= Beginning of Section =

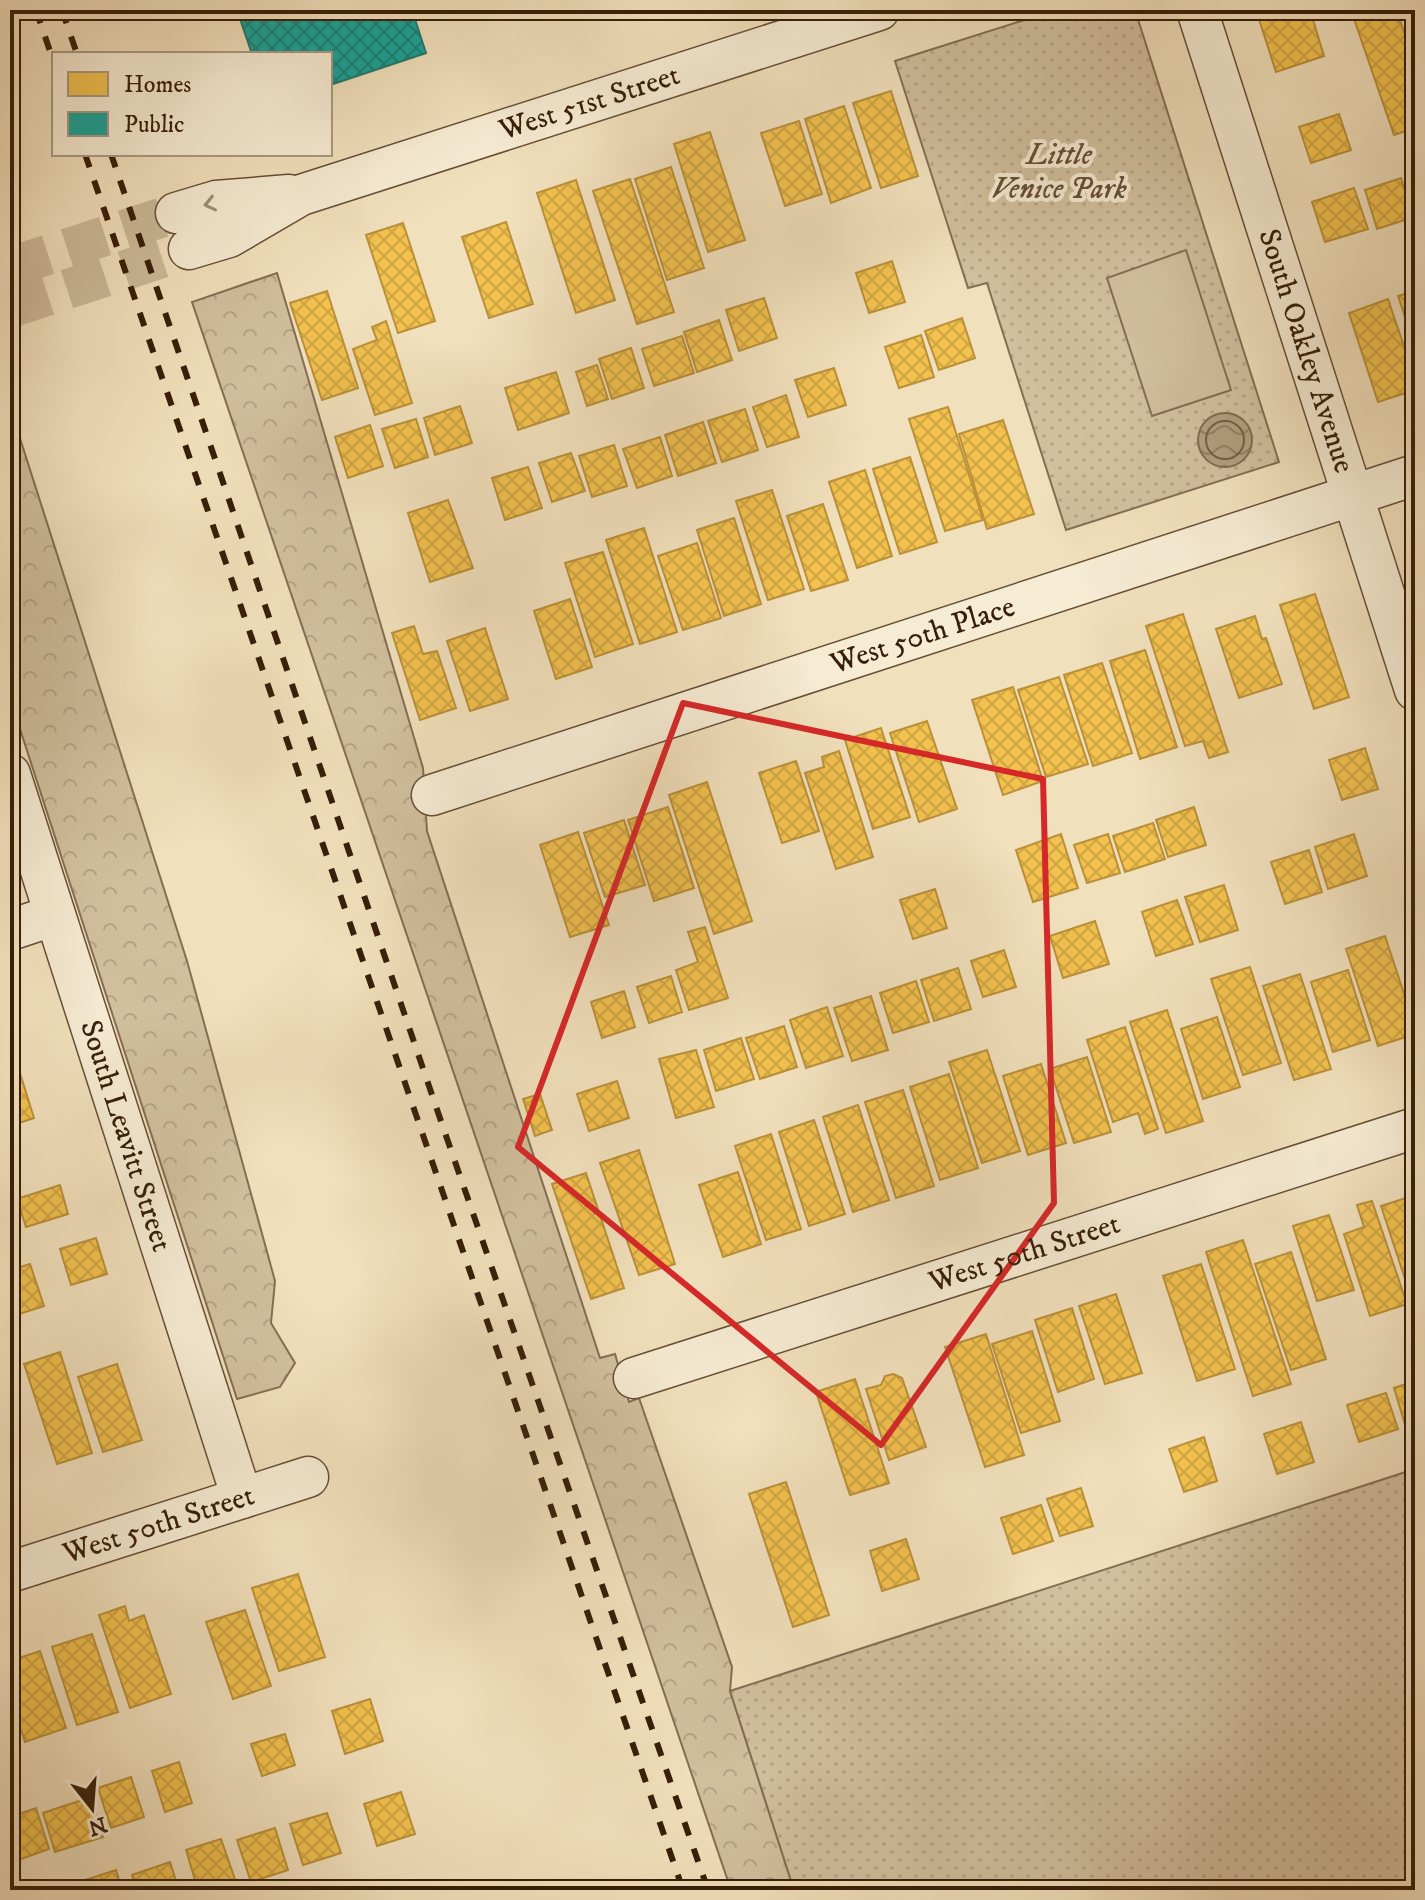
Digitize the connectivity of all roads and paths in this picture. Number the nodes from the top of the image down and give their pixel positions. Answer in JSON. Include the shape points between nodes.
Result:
{"nodes":[{"id":1,"x":879,"y":10,"type":"edge"},
{"id":2,"x":1197,"y":10,"type":"edge"},
{"id":3,"x":182,"y":231,"type":"tunnel mouth"},
{"id":4,"x":1415,"y":475,"type":"edge"},
{"id":5,"x":1352,"y":495,"type":"junction"},
{"id":6,"x":1415,"y":690,"type":"edge"},
{"id":7,"x":10,"y":774,"type":"edge"},
{"id":8,"x":432,"y":795,"type":"dead end"},
{"id":9,"x":55,"y":915,"type":"junction"},
{"id":10,"x":10,"y":930,"type":"edge"},
{"id":11,"x":1415,"y":1128,"type":"edge"},
{"id":12,"x":634,"y":1378,"type":"dead end"},
{"id":13,"x":308,"y":1477,"type":"dead end"},
{"id":14,"x":242,"y":1498,"type":"junction"},
{"id":15,"x":10,"y":1572,"type":"edge"}],
"edges":[{"from":1,"to":3,"type":"street","name":"West 51st Street","via":[[301,195],[216,201]]},
{"from":2,"to":5,"type":"street","name":"South Oakley Avenue"},
{"from":4,"to":5,"type":"street","name":"West 50th Place"},
{"from":5,"to":6,"type":"street","name":"South Oakley Avenue"},
{"from":5,"to":8,"type":"street","name":"West 50th Place"},
{"from":7,"to":9,"type":"street","name":"South Leavitt Street"},
{"from":9,"to":10,"type":"street"},
{"from":9,"to":14,"type":"street","name":"South Leavitt Street"},
{"from":11,"to":12,"type":"street","name":"West 50th Street"},
{"from":13,"to":14,"type":"street","name":"West 50th Street"},
{"from":14,"to":15,"type":"street","name":"West 50th Street"}]}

= End of Section =

▸ Directions for this task:
Only the lines with the string "nodes" are wanted; pick them out of the records above and copy them.

▸ Response:
Digitize the connectivity of all roads and paths in this picture. Number the nodes from the top of the image down and give their pixel positions. Answer in JSON. Include the shape points between nodes.
{"nodes":[{"id":1,"x":879,"y":10,"type":"edge"},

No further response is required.